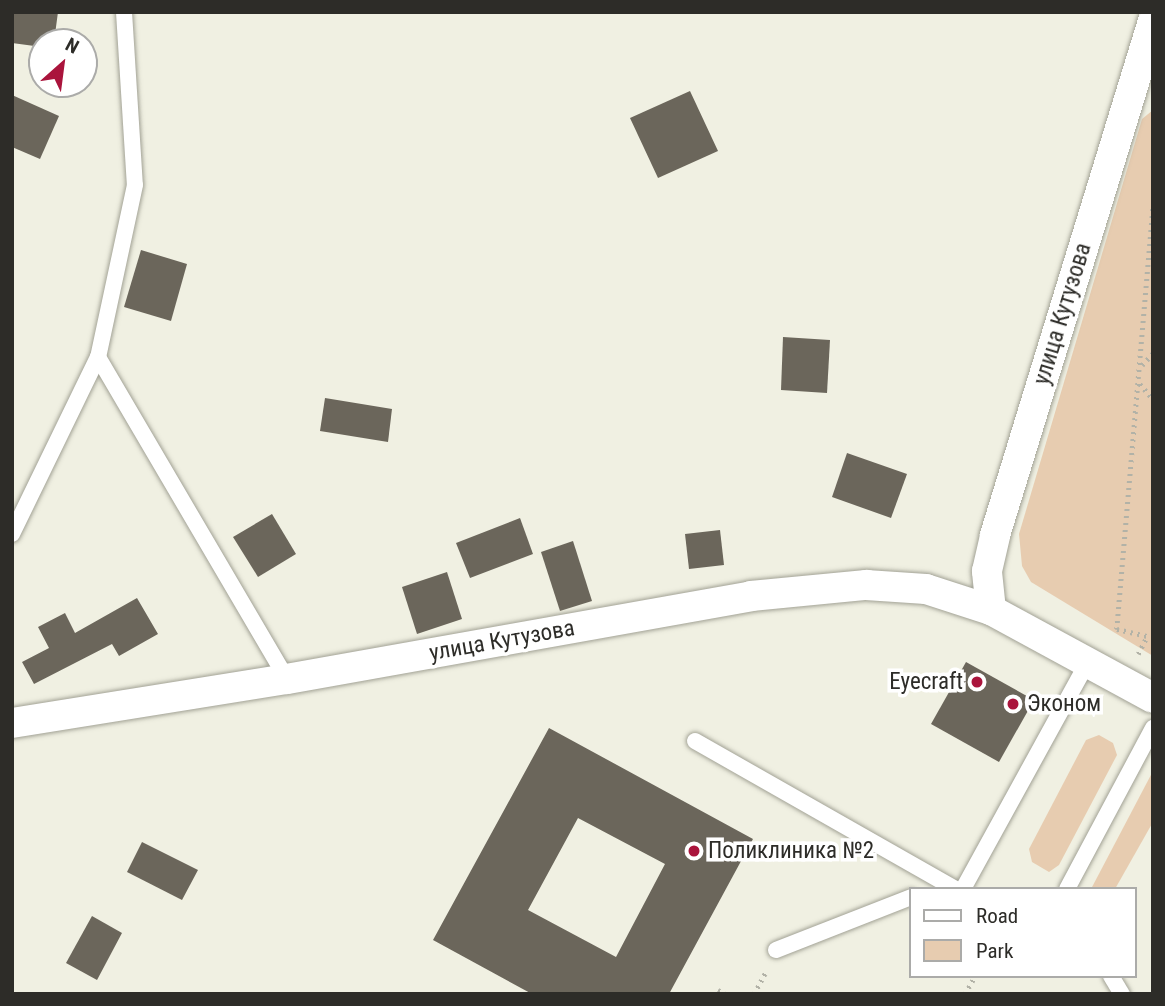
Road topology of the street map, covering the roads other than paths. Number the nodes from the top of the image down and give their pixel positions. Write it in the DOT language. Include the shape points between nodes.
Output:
graph roads {
  1 [pos="124,12"];
  2 [pos="1153,20"];
  3 [pos="98,357"];
  4 [pos="12,534"];
  5 [pos="991,610"];
  6 [pos="1087,663"];
  7 [pos="287,680"];
  8 [pos="1153,698"];
  9 [pos="12,723"];
  10 [pos="1153,729"];
  11 [pos="695,741"];
  12 [pos="944,887"];
  13 [pos="964,887"];
  14 [pos="1068,887"];
  15 [pos="909,898"];
  16 [pos="776,950"];
  17 [pos="1112,978"];
  18 [pos="1122,994"];
  1 -- 3 [label="lane" via="135,185"];
  2 -- 5 [label="street, улица Кутузова" via="995,535 987,571"];
  3 -- 4 [label="lane"];
  3 -- 7 [label="lane"];
  5 -- 6 [label="street, улица Кутузова"];
  5 -- 7 [label="street, улица Кутузова" via="926,589 866,585 751,596"];
  6 -- 8 [label="street, улица Кутузова"];
  6 -- 13 [label="lane"];
  7 -- 9 [label="street, улица Кутузова"];
  10 -- 14 [label="lane"];
  11 -- 12 [label="lane"];
  15 -- 16 [label="lane"];
  17 -- 18 [label="lane"];
}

━━━━━━

* _WHAT YOU HAVE TO DO_
Give back the listing unchanged. Strip out the pictures.

* _TASK ANSWER_
Road topology of the street map, covering the roads other than paths. Number the nodes from the top of the image down and give their pixel positions. Write it in the DOT language. Include the shape points between nodes.
Output:
graph roads {
  1 [pos="124,12"];
  2 [pos="1153,20"];
  3 [pos="98,357"];
  4 [pos="12,534"];
  5 [pos="991,610"];
  6 [pos="1087,663"];
  7 [pos="287,680"];
  8 [pos="1153,698"];
  9 [pos="12,723"];
  10 [pos="1153,729"];
  11 [pos="695,741"];
  12 [pos="944,887"];
  13 [pos="964,887"];
  14 [pos="1068,887"];
  15 [pos="909,898"];
  16 [pos="776,950"];
  17 [pos="1112,978"];
  18 [pos="1122,994"];
  1 -- 3 [label="lane" via="135,185"];
  2 -- 5 [label="street, улица Кутузова" via="995,535 987,571"];
  3 -- 4 [label="lane"];
  3 -- 7 [label="lane"];
  5 -- 6 [label="street, улица Кутузова"];
  5 -- 7 [label="street, улица Кутузова" via="926,589 866,585 751,596"];
  6 -- 8 [label="street, улица Кутузова"];
  6 -- 13 [label="lane"];
  7 -- 9 [label="street, улица Кутузова"];
  10 -- 14 [label="lane"];
  11 -- 12 [label="lane"];
  15 -- 16 [label="lane"];
  17 -- 18 [label="lane"];
}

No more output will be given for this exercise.